# PROVIDED MATERIAL

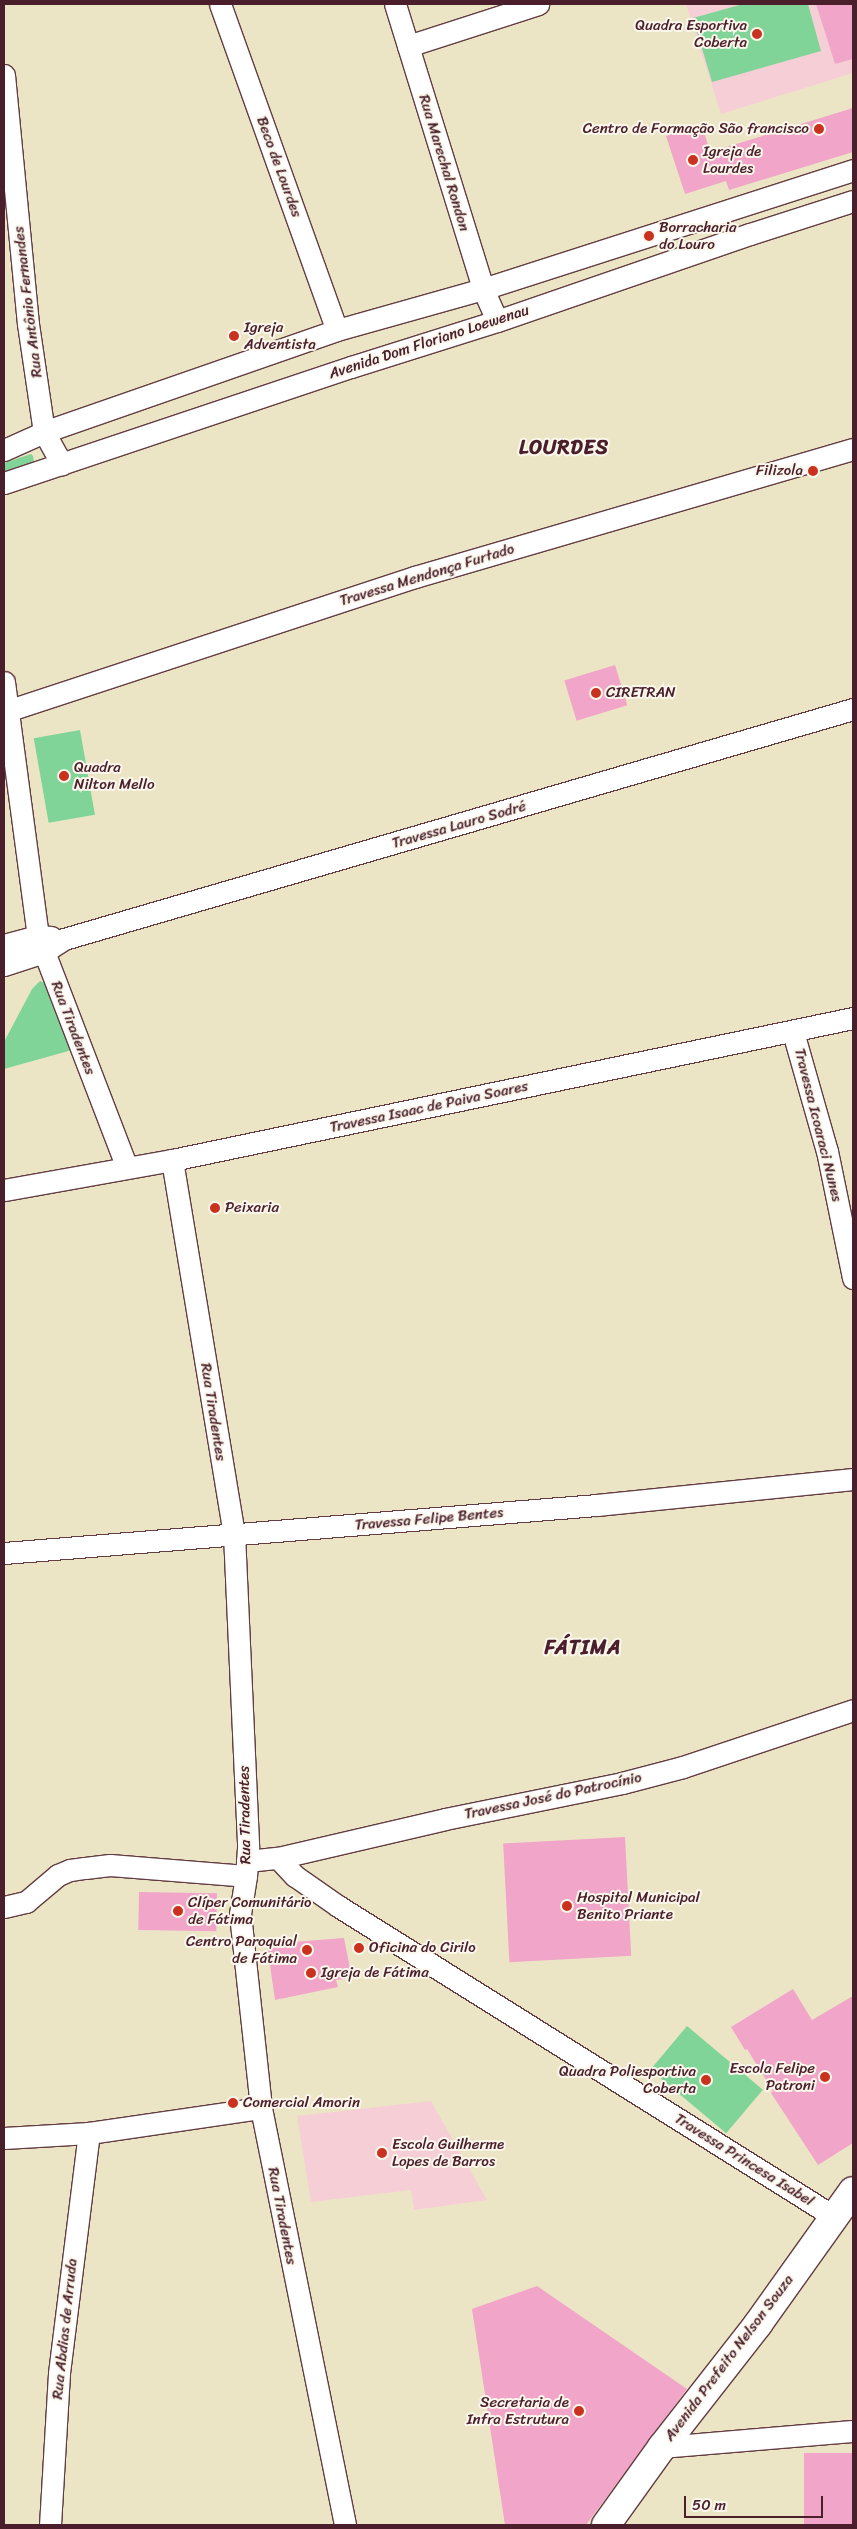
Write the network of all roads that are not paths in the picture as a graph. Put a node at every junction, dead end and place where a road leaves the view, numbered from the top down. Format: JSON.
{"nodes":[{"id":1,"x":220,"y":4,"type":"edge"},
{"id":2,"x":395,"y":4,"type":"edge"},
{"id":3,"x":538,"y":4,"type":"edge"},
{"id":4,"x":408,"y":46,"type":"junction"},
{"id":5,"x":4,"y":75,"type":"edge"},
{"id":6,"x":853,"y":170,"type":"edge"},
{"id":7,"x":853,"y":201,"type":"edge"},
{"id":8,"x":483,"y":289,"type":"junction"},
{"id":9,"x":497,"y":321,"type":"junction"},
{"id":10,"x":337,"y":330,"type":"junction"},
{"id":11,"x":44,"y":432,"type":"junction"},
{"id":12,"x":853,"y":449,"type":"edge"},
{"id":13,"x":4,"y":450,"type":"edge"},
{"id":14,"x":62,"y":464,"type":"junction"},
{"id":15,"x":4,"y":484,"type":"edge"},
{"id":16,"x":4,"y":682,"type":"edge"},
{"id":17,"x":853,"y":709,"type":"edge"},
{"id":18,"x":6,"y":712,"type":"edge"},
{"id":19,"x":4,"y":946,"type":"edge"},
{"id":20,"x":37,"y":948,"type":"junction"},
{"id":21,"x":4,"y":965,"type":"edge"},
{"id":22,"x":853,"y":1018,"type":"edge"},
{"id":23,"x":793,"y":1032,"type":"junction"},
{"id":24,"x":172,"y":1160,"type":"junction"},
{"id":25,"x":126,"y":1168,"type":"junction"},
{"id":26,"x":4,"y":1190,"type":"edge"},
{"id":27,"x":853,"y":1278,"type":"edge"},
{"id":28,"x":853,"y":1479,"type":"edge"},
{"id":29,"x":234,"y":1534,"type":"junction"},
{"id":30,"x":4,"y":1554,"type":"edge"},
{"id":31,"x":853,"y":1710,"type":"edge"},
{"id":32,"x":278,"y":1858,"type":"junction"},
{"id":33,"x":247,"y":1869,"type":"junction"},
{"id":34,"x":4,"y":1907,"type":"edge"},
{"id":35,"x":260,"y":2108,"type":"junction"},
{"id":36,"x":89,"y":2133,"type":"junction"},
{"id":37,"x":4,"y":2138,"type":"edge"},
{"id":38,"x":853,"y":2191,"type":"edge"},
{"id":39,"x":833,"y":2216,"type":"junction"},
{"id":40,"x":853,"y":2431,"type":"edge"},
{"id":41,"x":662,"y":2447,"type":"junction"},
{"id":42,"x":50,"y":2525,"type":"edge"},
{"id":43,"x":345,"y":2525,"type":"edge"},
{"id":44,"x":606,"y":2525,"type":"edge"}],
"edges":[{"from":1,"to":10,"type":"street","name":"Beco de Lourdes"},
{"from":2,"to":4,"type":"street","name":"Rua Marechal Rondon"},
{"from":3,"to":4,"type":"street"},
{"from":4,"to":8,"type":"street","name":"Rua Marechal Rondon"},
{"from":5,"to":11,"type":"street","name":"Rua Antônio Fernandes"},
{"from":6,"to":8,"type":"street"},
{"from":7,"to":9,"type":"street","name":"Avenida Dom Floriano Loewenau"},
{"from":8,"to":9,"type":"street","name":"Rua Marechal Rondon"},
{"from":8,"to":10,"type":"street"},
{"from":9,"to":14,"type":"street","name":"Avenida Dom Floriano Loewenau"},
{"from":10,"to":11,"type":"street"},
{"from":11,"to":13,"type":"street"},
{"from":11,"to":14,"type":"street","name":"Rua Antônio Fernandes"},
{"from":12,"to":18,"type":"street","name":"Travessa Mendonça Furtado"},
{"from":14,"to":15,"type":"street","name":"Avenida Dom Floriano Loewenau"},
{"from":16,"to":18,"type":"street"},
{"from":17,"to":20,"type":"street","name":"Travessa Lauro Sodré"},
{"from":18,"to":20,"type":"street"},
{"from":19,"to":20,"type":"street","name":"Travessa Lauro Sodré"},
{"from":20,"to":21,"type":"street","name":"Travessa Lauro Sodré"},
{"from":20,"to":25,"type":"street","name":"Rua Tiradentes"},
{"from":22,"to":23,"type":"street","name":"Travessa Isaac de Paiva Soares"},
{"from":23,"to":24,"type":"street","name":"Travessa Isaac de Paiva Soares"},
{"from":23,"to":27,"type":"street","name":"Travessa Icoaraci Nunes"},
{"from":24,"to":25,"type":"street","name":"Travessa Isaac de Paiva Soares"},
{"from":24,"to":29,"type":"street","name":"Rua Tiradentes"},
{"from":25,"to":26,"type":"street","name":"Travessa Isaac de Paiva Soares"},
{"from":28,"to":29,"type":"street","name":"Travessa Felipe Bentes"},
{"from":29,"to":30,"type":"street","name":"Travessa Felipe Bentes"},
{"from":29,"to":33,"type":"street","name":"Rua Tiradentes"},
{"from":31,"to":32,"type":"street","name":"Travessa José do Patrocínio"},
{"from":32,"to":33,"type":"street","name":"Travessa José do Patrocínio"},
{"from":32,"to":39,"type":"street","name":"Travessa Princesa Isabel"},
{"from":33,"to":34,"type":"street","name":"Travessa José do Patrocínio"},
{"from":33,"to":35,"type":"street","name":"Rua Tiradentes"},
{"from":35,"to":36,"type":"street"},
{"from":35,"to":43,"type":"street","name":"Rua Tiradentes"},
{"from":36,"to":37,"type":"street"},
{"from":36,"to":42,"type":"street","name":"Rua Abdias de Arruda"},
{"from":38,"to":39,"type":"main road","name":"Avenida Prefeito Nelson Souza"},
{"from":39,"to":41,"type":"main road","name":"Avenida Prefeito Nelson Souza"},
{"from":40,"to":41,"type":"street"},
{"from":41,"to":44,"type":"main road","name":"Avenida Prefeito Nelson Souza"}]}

# BRIEF
Return every record exactly, leaving out the pictures.

# EXERCISE RESPONSE
Write the network of all roads that are not paths in the picture as a graph. Put a node at every junction, dead end and place where a road leaves the view, numbered from the top down. Format: JSON.
{"nodes":[{"id":1,"x":220,"y":4,"type":"edge"},
{"id":2,"x":395,"y":4,"type":"edge"},
{"id":3,"x":538,"y":4,"type":"edge"},
{"id":4,"x":408,"y":46,"type":"junction"},
{"id":5,"x":4,"y":75,"type":"edge"},
{"id":6,"x":853,"y":170,"type":"edge"},
{"id":7,"x":853,"y":201,"type":"edge"},
{"id":8,"x":483,"y":289,"type":"junction"},
{"id":9,"x":497,"y":321,"type":"junction"},
{"id":10,"x":337,"y":330,"type":"junction"},
{"id":11,"x":44,"y":432,"type":"junction"},
{"id":12,"x":853,"y":449,"type":"edge"},
{"id":13,"x":4,"y":450,"type":"edge"},
{"id":14,"x":62,"y":464,"type":"junction"},
{"id":15,"x":4,"y":484,"type":"edge"},
{"id":16,"x":4,"y":682,"type":"edge"},
{"id":17,"x":853,"y":709,"type":"edge"},
{"id":18,"x":6,"y":712,"type":"edge"},
{"id":19,"x":4,"y":946,"type":"edge"},
{"id":20,"x":37,"y":948,"type":"junction"},
{"id":21,"x":4,"y":965,"type":"edge"},
{"id":22,"x":853,"y":1018,"type":"edge"},
{"id":23,"x":793,"y":1032,"type":"junction"},
{"id":24,"x":172,"y":1160,"type":"junction"},
{"id":25,"x":126,"y":1168,"type":"junction"},
{"id":26,"x":4,"y":1190,"type":"edge"},
{"id":27,"x":853,"y":1278,"type":"edge"},
{"id":28,"x":853,"y":1479,"type":"edge"},
{"id":29,"x":234,"y":1534,"type":"junction"},
{"id":30,"x":4,"y":1554,"type":"edge"},
{"id":31,"x":853,"y":1710,"type":"edge"},
{"id":32,"x":278,"y":1858,"type":"junction"},
{"id":33,"x":247,"y":1869,"type":"junction"},
{"id":34,"x":4,"y":1907,"type":"edge"},
{"id":35,"x":260,"y":2108,"type":"junction"},
{"id":36,"x":89,"y":2133,"type":"junction"},
{"id":37,"x":4,"y":2138,"type":"edge"},
{"id":38,"x":853,"y":2191,"type":"edge"},
{"id":39,"x":833,"y":2216,"type":"junction"},
{"id":40,"x":853,"y":2431,"type":"edge"},
{"id":41,"x":662,"y":2447,"type":"junction"},
{"id":42,"x":50,"y":2525,"type":"edge"},
{"id":43,"x":345,"y":2525,"type":"edge"},
{"id":44,"x":606,"y":2525,"type":"edge"}],
"edges":[{"from":1,"to":10,"type":"street","name":"Beco de Lourdes"},
{"from":2,"to":4,"type":"street","name":"Rua Marechal Rondon"},
{"from":3,"to":4,"type":"street"},
{"from":4,"to":8,"type":"street","name":"Rua Marechal Rondon"},
{"from":5,"to":11,"type":"street","name":"Rua Antônio Fernandes"},
{"from":6,"to":8,"type":"street"},
{"from":7,"to":9,"type":"street","name":"Avenida Dom Floriano Loewenau"},
{"from":8,"to":9,"type":"street","name":"Rua Marechal Rondon"},
{"from":8,"to":10,"type":"street"},
{"from":9,"to":14,"type":"street","name":"Avenida Dom Floriano Loewenau"},
{"from":10,"to":11,"type":"street"},
{"from":11,"to":13,"type":"street"},
{"from":11,"to":14,"type":"street","name":"Rua Antônio Fernandes"},
{"from":12,"to":18,"type":"street","name":"Travessa Mendonça Furtado"},
{"from":14,"to":15,"type":"street","name":"Avenida Dom Floriano Loewenau"},
{"from":16,"to":18,"type":"street"},
{"from":17,"to":20,"type":"street","name":"Travessa Lauro Sodré"},
{"from":18,"to":20,"type":"street"},
{"from":19,"to":20,"type":"street","name":"Travessa Lauro Sodré"},
{"from":20,"to":21,"type":"street","name":"Travessa Lauro Sodré"},
{"from":20,"to":25,"type":"street","name":"Rua Tiradentes"},
{"from":22,"to":23,"type":"street","name":"Travessa Isaac de Paiva Soares"},
{"from":23,"to":24,"type":"street","name":"Travessa Isaac de Paiva Soares"},
{"from":23,"to":27,"type":"street","name":"Travessa Icoaraci Nunes"},
{"from":24,"to":25,"type":"street","name":"Travessa Isaac de Paiva Soares"},
{"from":24,"to":29,"type":"street","name":"Rua Tiradentes"},
{"from":25,"to":26,"type":"street","name":"Travessa Isaac de Paiva Soares"},
{"from":28,"to":29,"type":"street","name":"Travessa Felipe Bentes"},
{"from":29,"to":30,"type":"street","name":"Travessa Felipe Bentes"},
{"from":29,"to":33,"type":"street","name":"Rua Tiradentes"},
{"from":31,"to":32,"type":"street","name":"Travessa José do Patrocínio"},
{"from":32,"to":33,"type":"street","name":"Travessa José do Patrocínio"},
{"from":32,"to":39,"type":"street","name":"Travessa Princesa Isabel"},
{"from":33,"to":34,"type":"street","name":"Travessa José do Patrocínio"},
{"from":33,"to":35,"type":"street","name":"Rua Tiradentes"},
{"from":35,"to":36,"type":"street"},
{"from":35,"to":43,"type":"street","name":"Rua Tiradentes"},
{"from":36,"to":37,"type":"street"},
{"from":36,"to":42,"type":"street","name":"Rua Abdias de Arruda"},
{"from":38,"to":39,"type":"main road","name":"Avenida Prefeito Nelson Souza"},
{"from":39,"to":41,"type":"main road","name":"Avenida Prefeito Nelson Souza"},
{"from":40,"to":41,"type":"street"},
{"from":41,"to":44,"type":"main road","name":"Avenida Prefeito Nelson Souza"}]}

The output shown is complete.